_PROVIDED DATA_
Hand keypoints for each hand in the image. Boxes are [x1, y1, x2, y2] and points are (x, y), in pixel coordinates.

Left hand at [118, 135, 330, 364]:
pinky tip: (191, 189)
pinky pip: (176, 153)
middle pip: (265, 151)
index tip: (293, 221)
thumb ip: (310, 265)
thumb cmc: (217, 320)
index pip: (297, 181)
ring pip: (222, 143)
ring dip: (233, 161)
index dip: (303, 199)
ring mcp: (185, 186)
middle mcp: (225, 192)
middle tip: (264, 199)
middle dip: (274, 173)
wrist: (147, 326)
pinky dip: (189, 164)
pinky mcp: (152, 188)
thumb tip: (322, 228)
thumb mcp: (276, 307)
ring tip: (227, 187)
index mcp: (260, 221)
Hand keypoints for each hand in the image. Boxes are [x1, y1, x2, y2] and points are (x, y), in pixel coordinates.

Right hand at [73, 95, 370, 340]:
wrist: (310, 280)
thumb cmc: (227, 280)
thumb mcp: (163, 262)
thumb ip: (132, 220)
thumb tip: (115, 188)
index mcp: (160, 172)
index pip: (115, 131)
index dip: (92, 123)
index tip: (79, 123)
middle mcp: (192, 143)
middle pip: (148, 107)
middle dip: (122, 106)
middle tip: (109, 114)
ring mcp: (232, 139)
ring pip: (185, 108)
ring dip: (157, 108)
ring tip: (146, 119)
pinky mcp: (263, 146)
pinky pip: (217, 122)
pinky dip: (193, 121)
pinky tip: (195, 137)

_EXERCISE_
Go through the entries and copy every line with "ring".

_OUTPUT FOR THIS EXERCISE_
ring pip: (222, 143)
ring dip: (233, 161)
ring mcp: (185, 186)
ring tip: (227, 187)
ring mcp: (232, 139)
ring pip: (185, 108)
ring dip: (157, 108)
ring tip: (146, 119)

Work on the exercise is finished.